Combined impact of injection pressure and combustion chamber geometry on the performance of a biodiesel fueled diesel engine

Abstract

Improved thermal efficiency, reduction in fuel consumption and pollutant emissions from biodiesel fueled diesel engines are important issues in engine research. To achieve these, rapid and perfect air-fuel mixing are the most important requirements. The mixing quality of biodiesel spray with air can be improved by selecting the best injection parameters and better design of the combustion chamber. Experiments were performed using a DI (direct injection) diesel engine equipped with a conventional jerk type injection system and pistons having HCC (hemispherical combustion chamber) and TRCC (toroidal re-entrant combustion chamber) geometries.

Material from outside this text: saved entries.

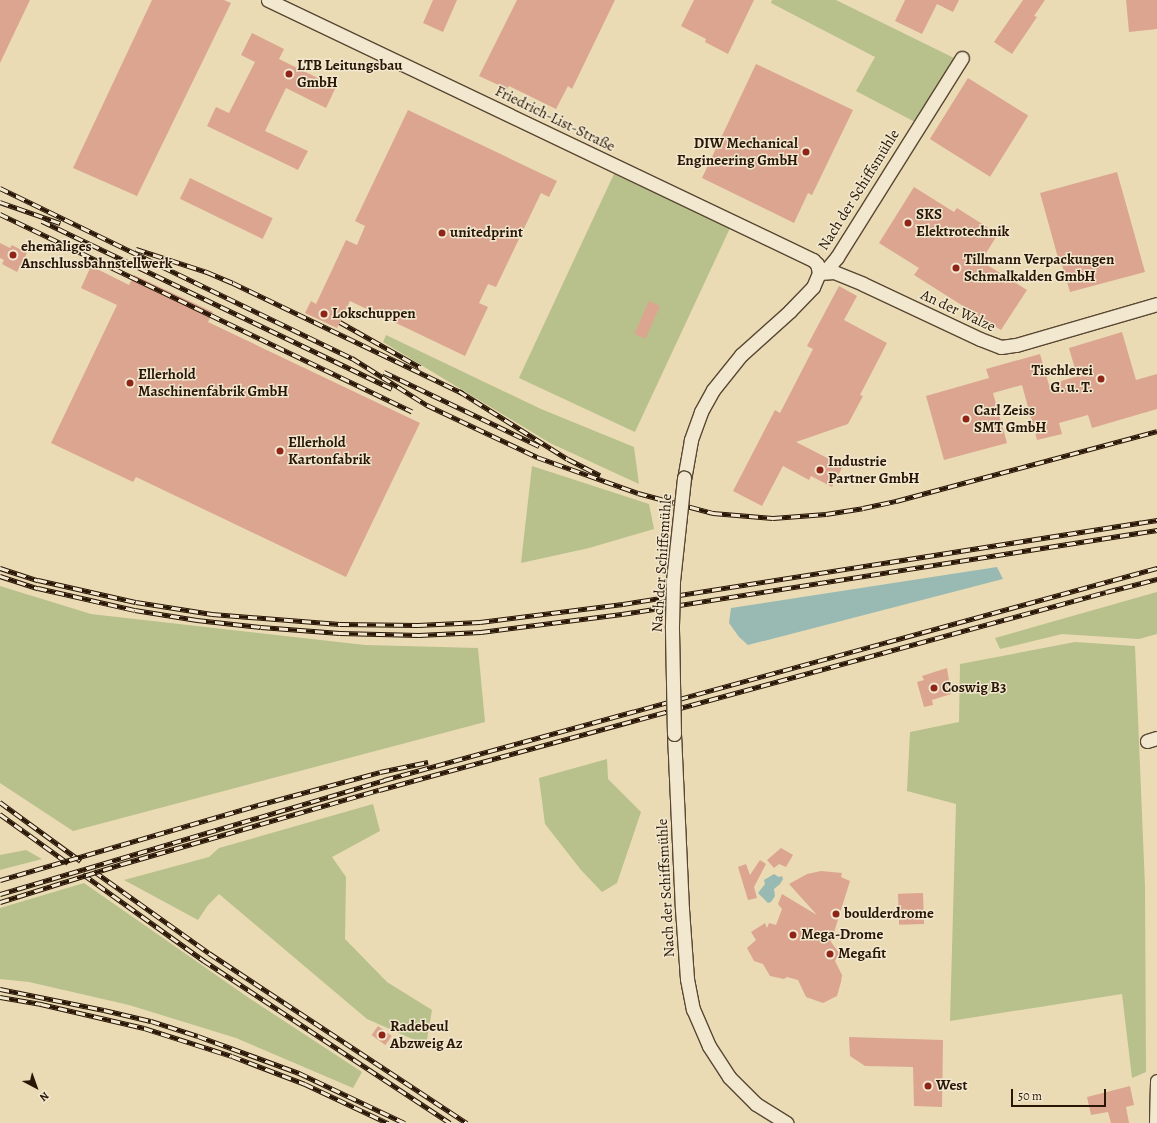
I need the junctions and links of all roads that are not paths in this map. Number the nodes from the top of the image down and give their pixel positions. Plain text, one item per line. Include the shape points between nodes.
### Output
1 (268, 0) edge
2 (962, 58) dead end
3 (819, 274) junction
4 (1157, 304) edge
5 (1157, 1081) edge
6 (787, 1123) edge
7 (1156, 1123) edge

1 - 3 street, Friedrich-List-Straße via 813,260 817,264
2 - 3 street, Nach der Schiffsmühle via 837,257
3 - 4 street, An der Walze via 834,272 1001,347 1016,345
3 - 6 street, Nach der Schiffsmühle, bridge via 813,287 726,372 701,412 691,440 684,478 673,581 674,734 687,979 694,1009 710,1046 729,1077 756,1104
5 - 7 street

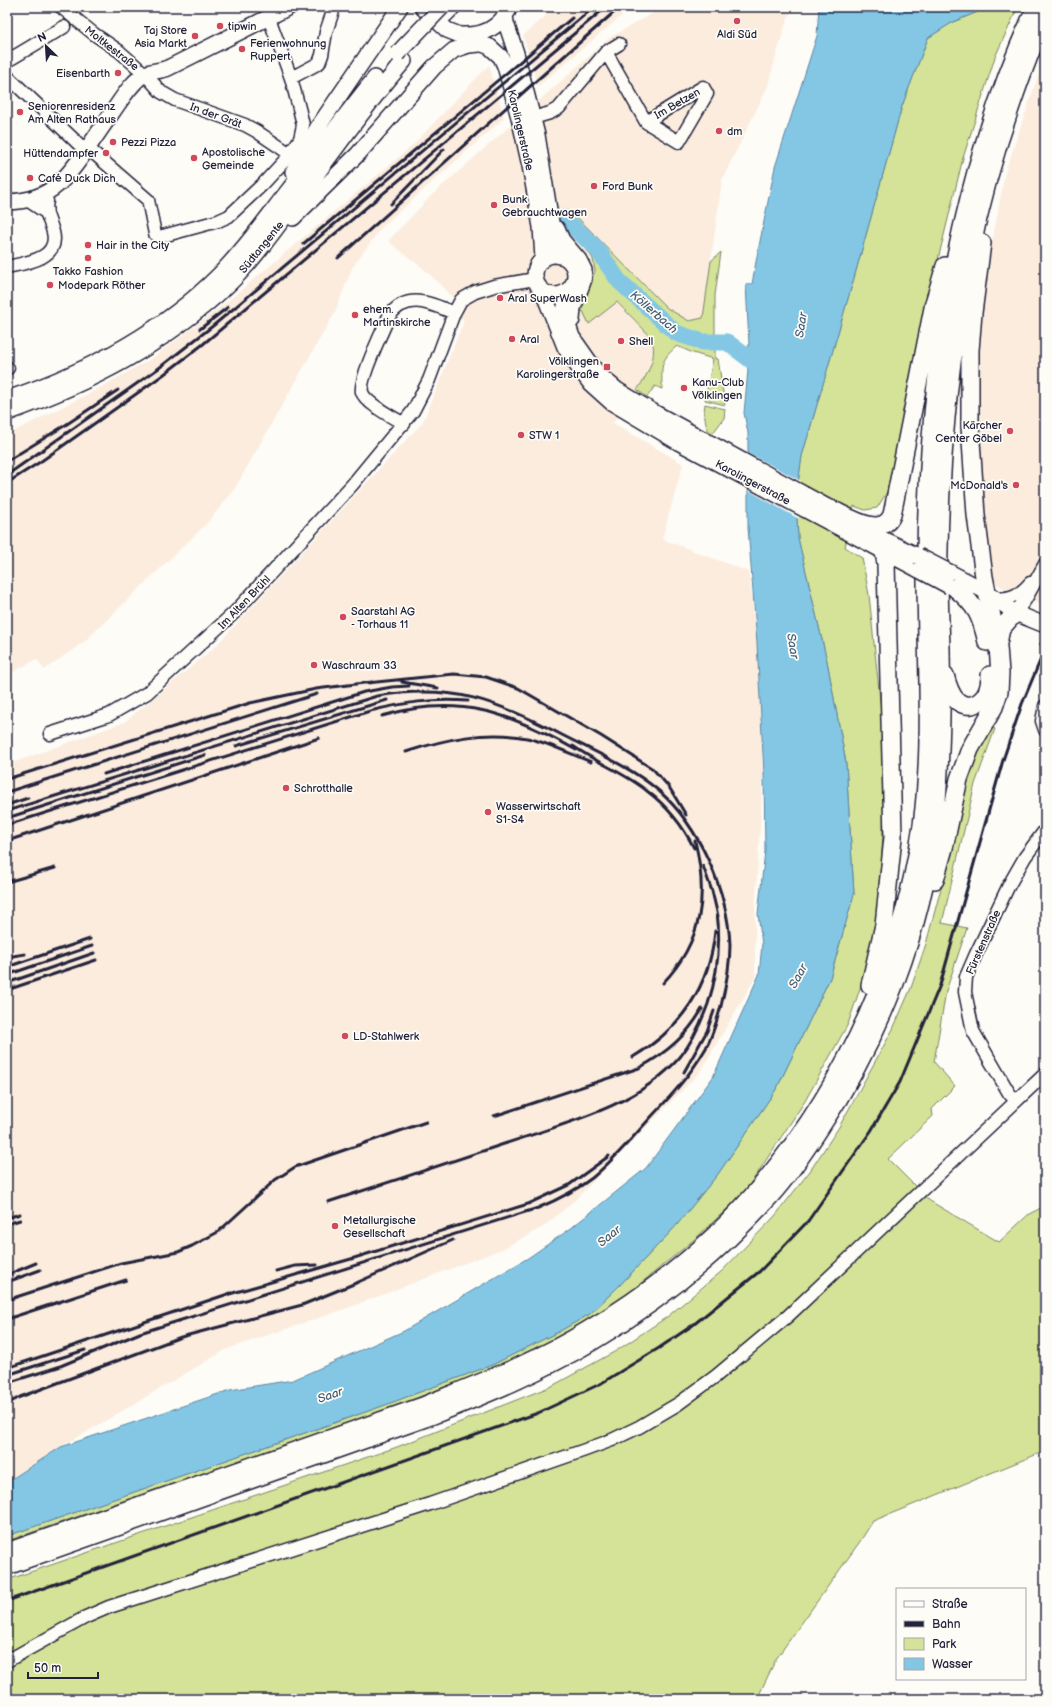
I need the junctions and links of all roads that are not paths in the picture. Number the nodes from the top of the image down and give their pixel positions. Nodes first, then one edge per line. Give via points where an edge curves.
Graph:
1 (60, 7) edge
2 (289, 7) edge
3 (400, 7) edge
4 (422, 7) edge
5 (453, 7) edge
6 (1036, 7) edge
7 (333, 11) dead end
8 (434, 11) edge
9 (508, 11) edge
10 (269, 18) junction
11 (1045, 18) edge
12 (64, 28) dead end
13 (453, 32) junction
14 (483, 44) junction
15 (619, 44) dead end
16 (606, 52) junction
17 (400, 57) junction
18 (7, 61) edge
19 (145, 74) junction
20 (7, 76) edge
21 (291, 78) junction
22 (533, 118) junction
23 (646, 122) junction
24 (87, 149) junction
25 (996, 150) junction
26 (290, 154) junction
27 (975, 176) junction
28 (49, 192) junction
29 (30, 200) junction
30 (7, 202) edge
31 (45, 210) junction
32 (268, 218) junction
33 (550, 223) junction
34 (267, 240) junction
35 (559, 256) junction
36 (543, 259) junction
37 (7, 267) edge
38 (535, 279) junction
39 (567, 291) junction
40 (543, 292) junction
41 (208, 294) junction
42 (454, 312) junction
43 (576, 342) junction
44 (7, 399) edge
45 (7, 413) edge
46 (404, 424) junction
47 (831, 509) joint
48 (855, 527) junction
49 (884, 552) junction
50 (919, 563) junction
51 (1043, 568) edge
52 (952, 582) junction
53 (991, 600) junction
54 (1015, 613) junction
55 (1045, 625) edge
56 (998, 647) junction
57 (941, 655) junction
58 (1045, 706) edge
59 (1045, 730) edge
60 (50, 734) dead end
61 (1045, 830) edge
62 (902, 962) junction
63 (1045, 1074) edge
64 (837, 1076) junction
65 (1016, 1100) junction
66 (692, 1262) junction
67 (7, 1552) edge
68 (7, 1566) edge
69 (7, 1661) edge

1 - 19 street, Moltkestraße
2 - 10 main road
3 - 32 main road via 318,127
4 - 8 main road, Karolingerstraße
5 - 17 main road, Südtangente
6 - 27 highway via 1012,62
7 - 21 street via 318,62
8 - 13 main road, Karolingerstraße via 444,28
8 - 17 main road, Südtangente, bridge
9 - 13 main road, Karolingerstraße via 492,28 479,34
9 - 22 main road, Karolingerstraße via 506,23
10 - 19 main road via 159,72
10 - 21 street
11 - 25 highway
12 - 18 street
13 - 14 main road, Karolingerstraße
14 - 34 main road via 460,47 434,67 344,168 293,219
14 - 36 main road, Karolingerstraße via 501,58 507,73 530,166 541,228
15 - 16 street
16 - 22 street via 559,108 550,114
16 - 23 street, Im Betzen
17 - 32 main road, Südtangente via 356,102
17 - 34 main road, Südtangente
19 - 24 main road via 125,94
19 - 26 street, In der Grät via 158,89 175,100 256,130
20 - 24 street
21 - 26 street via 303,125 300,139
22 - 33 main road, Karolingerstraße
23 - 23 street, Im Betzen via 680,142 707,94 703,87
24 - 26 street via 148,200 155,234 159,237 229,216
24 - 28 main road via 62,182
25 - 53 highway via 973,313 969,390 972,470
25 - 57 highway via 967,265 951,368 940,502
27 - 48 highway via 961,212 934,303 892,515 889,522 877,527
27 - 64 highway via 956,260 935,394 926,552 928,756 919,844 906,902 881,983 868,1017
28 - 29 main road
28 - 31 street
29 - 30 main road
29 - 31 main road
31 - 37 street via 53,233 53,244 47,254 33,261
32 - 41 main road, Südtangente
33 - 35 main road, Karolingerstraße
33 - 43 main road via 558,230 562,240 584,270 584,279 572,313
34 - 41 main road, Südtangente via 233,280
35 - 36 main road
35 - 39 main road via 569,261 575,273 574,283
36 - 38 main road via 536,267
38 - 40 main road
38 - 42 street, Im Alten Brühl via 475,292 461,300
39 - 40 main road via 554,296
39 - 43 main road, Karolingerstraße via 564,319
40 - 48 main road, Karolingerstraße via 565,347 592,384 611,402 678,442
41 - 44 main road, Südtangente via 94,363
41 - 45 main road, Südtangente via 162,338 116,366 61,393
42 - 46 street, Im Alten Brühl via 428,380
42 - 46 street via 422,301 403,303 389,316 362,380 362,392 370,401
43 - 47 main road, Karolingerstraße via 598,374 617,390
46 - 60 street, Im Alten Brühl via 352,486 235,612 147,693 109,715
47 - 48 highway
48 - 49 main road, Karolingerstraße
48 - 50 main road, Karolingerstraße
49 - 50 main road, Karolingerstraße
49 - 64 highway via 893,838 890,874 884,925 872,978 861,1013 844,1048
50 - 52 main road, Karolingerstraße, bridge
51 - 53 street via 1019,595
51 - 54 street
52 - 53 main road, Karolingerstraße
52 - 57 highway via 976,609 981,620 989,657 990,679 983,699 970,705 964,705 956,700 946,679
53 - 54 main road, Karolingerstraße via 997,613
53 - 56 highway
54 - 55 main road, Karolingerstraße
54 - 56 highway via 1001,629
56 - 62 highway via 999,692 994,707 970,750 959,779 929,901
57 - 62 highway via 940,761 934,825 929,862
58 - 59 street via 1042,721
61 - 65 street, Fürstenstraße via 1009,885 966,977 965,992 973,1031 1009,1093
62 - 66 highway via 881,1018 861,1060 806,1150 773,1193 740,1227
63 - 65 street
64 - 66 highway via 796,1141 763,1184
65 - 69 street via 788,1316 697,1390 638,1427 585,1450 430,1504 109,1608 86,1617
66 - 67 highway via 585,1332 488,1380 416,1408
66 - 68 highway via 661,1296 592,1342 544,1368 491,1392 371,1438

The combined effect of varying, injection pressure and combustion chamber geometries, on the combustion, performance and exhaust emissions, using a blend of 20% POME (pongamia oil methyl ester) by volume in diesel were evaluated. The test results showed that improvement in terms of brake thermal efficiency and specific fuel consumption for TRCC operated at higher injection pressure. Substantial improvements in reduction of emissions levels were also observed for TRCC operated at higher injection pressure. However improved combustion, due to better air motion inside the cylinder and high pressure injection, increased the oxides of nitrogen (NOx). Increasing injection pressure decreased ignition delay, and increased peak in-cylinder pressure and maximum heat release rate.